8. Storage + retention
| Data type | Retention | Reason |
|---|---|---|
| Contact form submissions | Indefinite (until you request erasure) | Ongoing commercial relationship |
| Transactional email log (Resend) | 30 days | Resend default, delivery debugging |
| Analytics data (Google Analytics) | 14 months | Google Analytics 4 default |
| Server access logs | 30 days rolling | Security + audit |
| Cookie consent state | Until you reset | Persistent localStorage in your browser |
9. Data security
We apply reasonable technical and organizational measures:
- TLS 1.2+ for all communications (HTTPS via Let's Encrypt)
- Password-protected database, access restricted to authorized staff
- Periodic backups (daily Postgres dump, 30-day retention)

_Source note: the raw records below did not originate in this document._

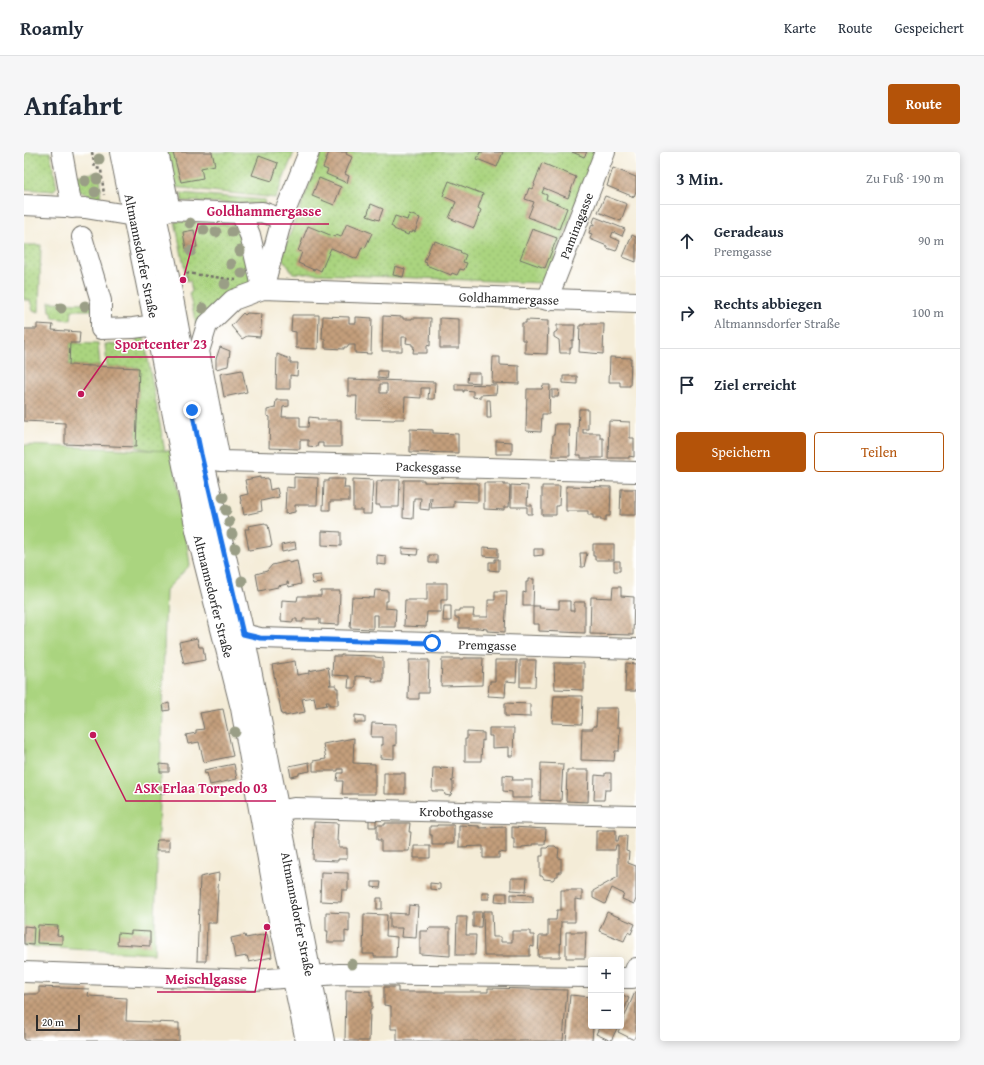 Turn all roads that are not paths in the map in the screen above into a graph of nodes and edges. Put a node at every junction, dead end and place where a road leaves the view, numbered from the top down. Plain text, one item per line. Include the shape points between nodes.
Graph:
1 (62, 152) edge
2 (121, 152) edge
3 (142, 152) edge
4 (158, 152) edge
5 (309, 152) edge
6 (605, 152) edge
7 (24, 205) edge
8 (72, 208) junction
9 (153, 213) junction
10 (244, 219) junction
11 (282, 219) junction
12 (82, 237) dead end
13 (262, 289) junction
14 (547, 300) junction
15 (636, 302) edge
16 (156, 324) junction
17 (220, 460) joint
18 (636, 472) edge
19 (243, 634) junction
20 (636, 649) edge
21 (269, 813) junction
22 (636, 816) edge
23 (24, 972) edge
24 (301, 976) junction
25 (588, 977) edge
26 (307, 1041) edge
27 (323, 1041) edge

1 - 8 street
2 - 9 main road, Altmannsdorfer Straße
3 - 9 main road, Altmannsdorfer Straße
4 - 9 street, Altmannsdorfer Straße
5 - 11 street
6 - 14 street, Paminagasse
7 - 8 street
8 - 9 street
9 - 10 street
9 - 16 main road, Altmannsdorfer Straße
9 - 19 main road, Altmannsdorfer Straße via 201,454
10 - 11 street via 262,212
10 - 13 street
11 - 13 street
12 - 16 street via 101,301 100,329
13 - 14 street, Goldhammergasse
13 - 17 street, Goldhammergasse via 233,300 207,325 199,351
14 - 15 street, Goldhammergasse
16 - 21 main road, Altmannsdorfer Straße via 197,530
17 - 18 street, Packesgasse
19 - 20 street, Premgasse via 260,638
19 - 21 main road, Altmannsdorfer Straße
21 - 22 street, Krobothgasse via 302,808
21 - 24 main road, Altmannsdorfer Straße
23 - 24 street via 254,980
24 - 25 street
24 - 26 main road, Altmannsdorfer Straße
24 - 27 main road, Altmannsdorfer Straße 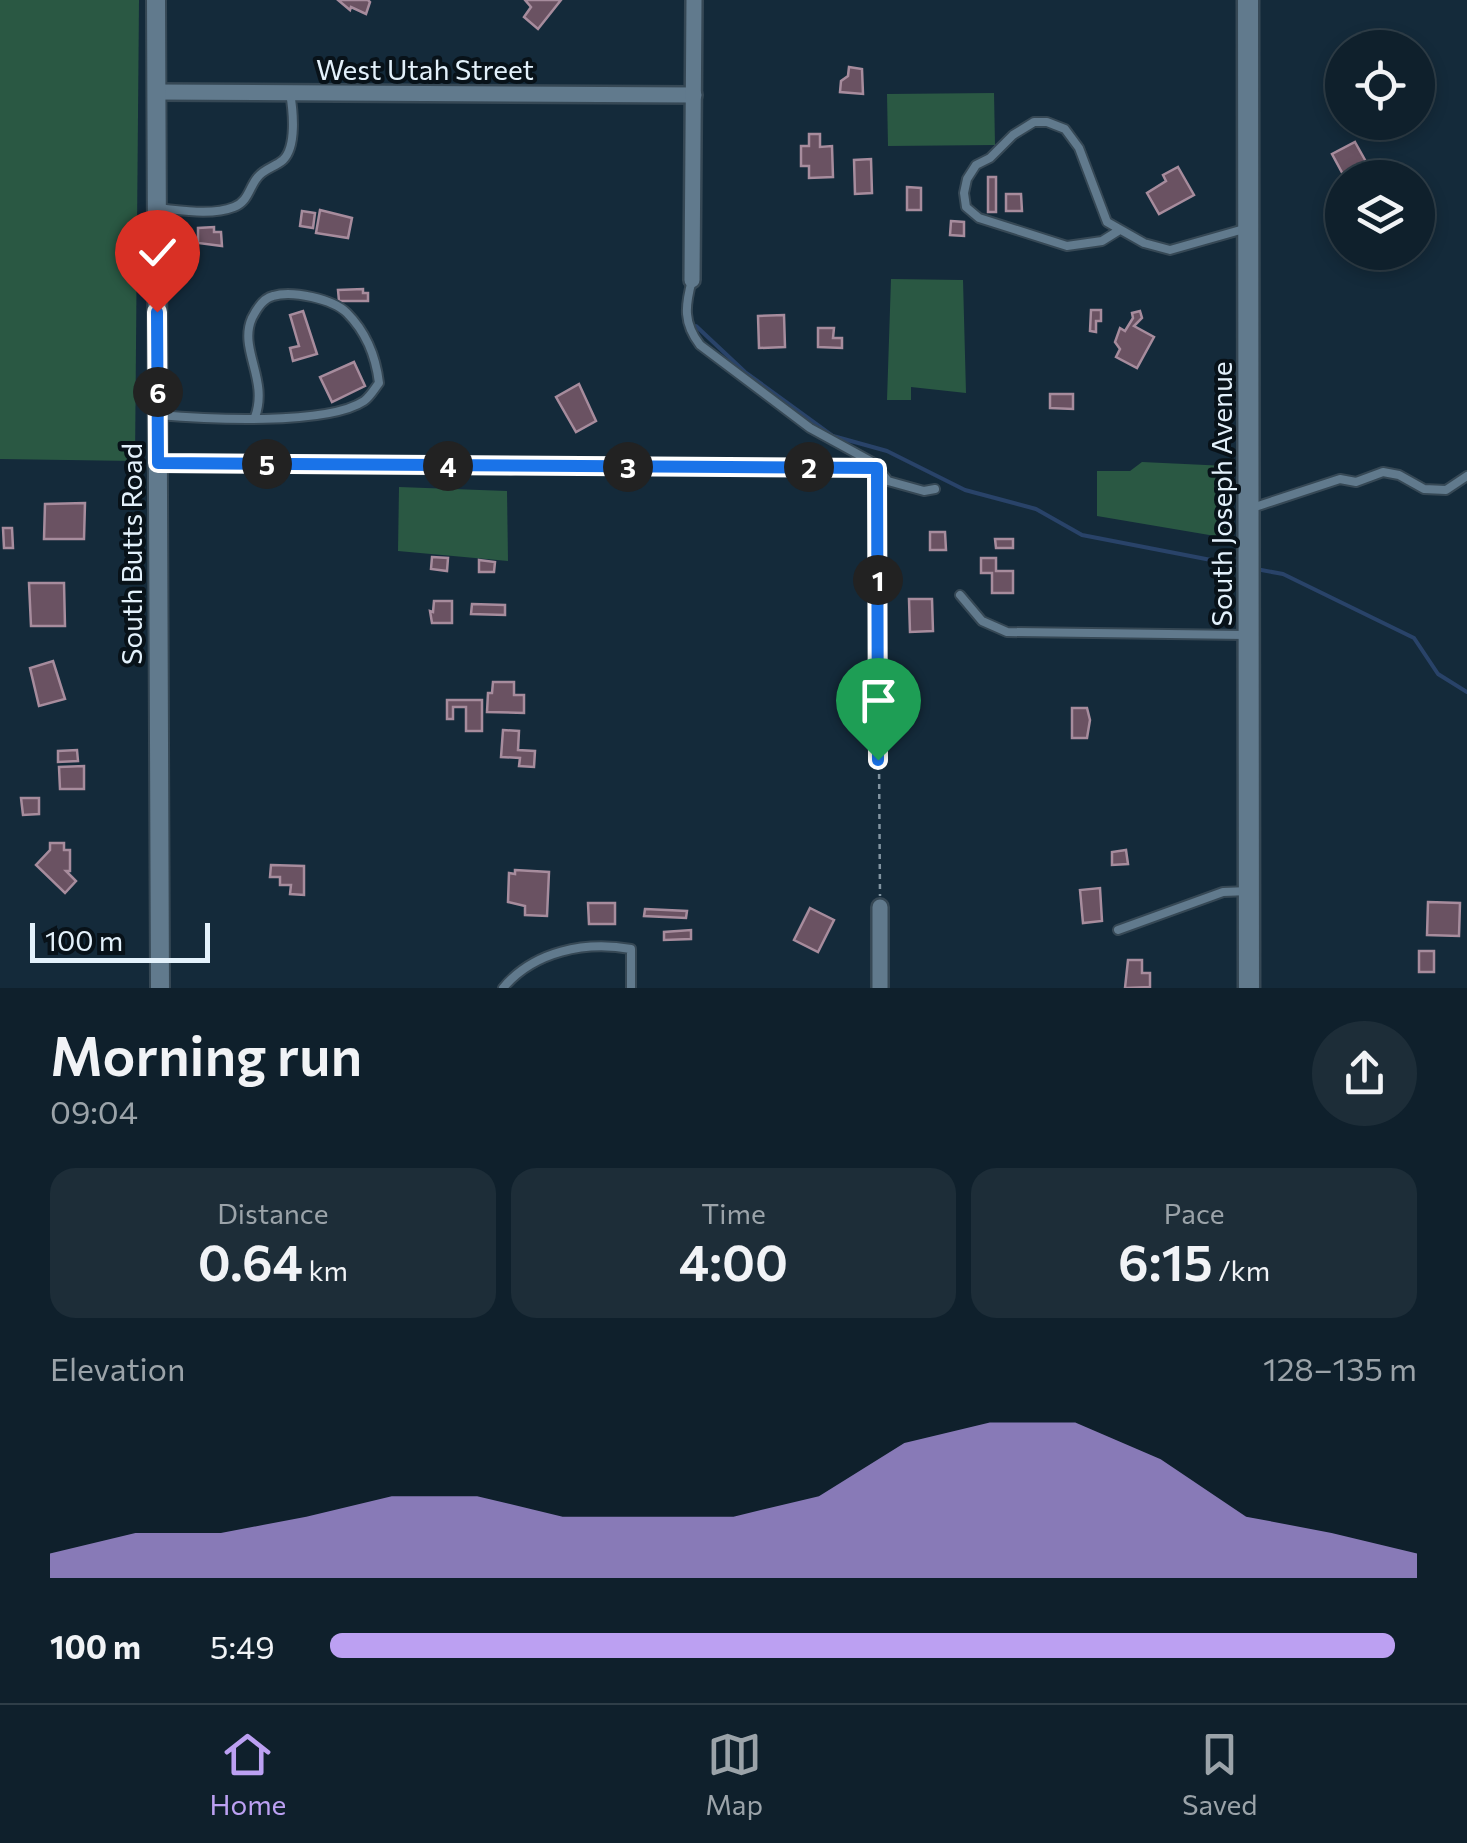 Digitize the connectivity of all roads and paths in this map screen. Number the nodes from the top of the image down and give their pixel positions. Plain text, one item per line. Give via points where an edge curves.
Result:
1 (156, 0) edge
2 (694, 0) edge
3 (1248, 0) edge
4 (156, 92) junction
5 (290, 93) junction
6 (694, 96) junction
7 (157, 208) junction
8 (1248, 228) junction
9 (1118, 231) junction
10 (692, 280) joint
11 (158, 415) junction
12 (255, 417) junction
13 (158, 463) junction
14 (511, 466) joint
15 (877, 468) junction
16 (1467, 476) edge
17 (935, 489) dead end
18 (1248, 509) junction
19 (960, 594) dead end
20 (1248, 636) junction
21 (1249, 891) junction
22 (880, 907) joint
23 (1118, 930) dead end
24 (160, 988) edge
25 (503, 988) edge
26 (631, 988) edge
27 (880, 988) edge
28 (1249, 988) edge

1 - 4 street, South Butts Road
2 - 6 street
3 - 8 main road, South Joseph Avenue
4 - 5 street, West Utah Street
4 - 7 street, South Butts Road
5 - 6 street, West Utah Street
5 - 7 lane via 288,154 258,176 247,198 215,210
6 - 10 street
7 - 11 street, South Butts Road
8 - 9 lane via 1170,250
8 - 18 main road, South Joseph Avenue
9 - 9 lane via 1107,222 1080,148 1065,129 1046,122 1034,122 976,165 964,193 979,218 1067,246 1102,241
10 - 15 lane via 686,317 700,345 810,428
11 - 12 lane
11 - 13 street, South Butts Road
12 - 12 lane via 318,418 364,400 379,383 376,358 346,312 306,296 273,296 261,304 248,331 262,399
13 - 14 street
13 - 24 street, South Butts Road
14 - 15 path
15 - 17 lane via 888,482
15 - 22 path
16 - 18 lane via 1446,490 1424,490 1383,472
18 - 20 main road, South Joseph Avenue
19 - 20 lane via 982,621 1007,632
20 - 21 main road, South Joseph Avenue
21 - 23 lane via 1224,892
21 - 28 main road, South Joseph Avenue
22 - 27 street
25 - 26 lane via 537,958 619,947 631,949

- Server hardening (UFW firewall, SSH key-only, no password login)
- API key + secret rotation upon detected compromise
- Internal audit log for sensitive data access
No system is 100% secure. In case of a data breach, we will notify KPDP within 72 hours and affected data subjects per UU PDP Art. 46.
10. Minors
Our services target B2B audiences (adult professionals). We do not knowingly collect data from individuals under 18. If you believe your child has submitted data to us, contact consultant@capital-commerce.com for erasure.
11. Policy updates
This policy may be updated. Material changes will be announced via a site banner. Version and effective date appear at the top. Continued use after changes are in effect constitutes acceptance of the latest version.
12. Contact
For questions, complaints, or to exercise your rights:
Email: consultant@capital-commerce.com
Mail: Capital Commerce Consulting, c/o PT Mega Supertek Indonesia, Komplek Marinatama Blok A No. 8–9, Jakarta Utara, Indonesia
Lodging complaints with the authority:
Komisi Perlindungan Data Pribadi (KPDP) Complaints via the KPDP portal once the agency becomes operational (timeline per government announcement).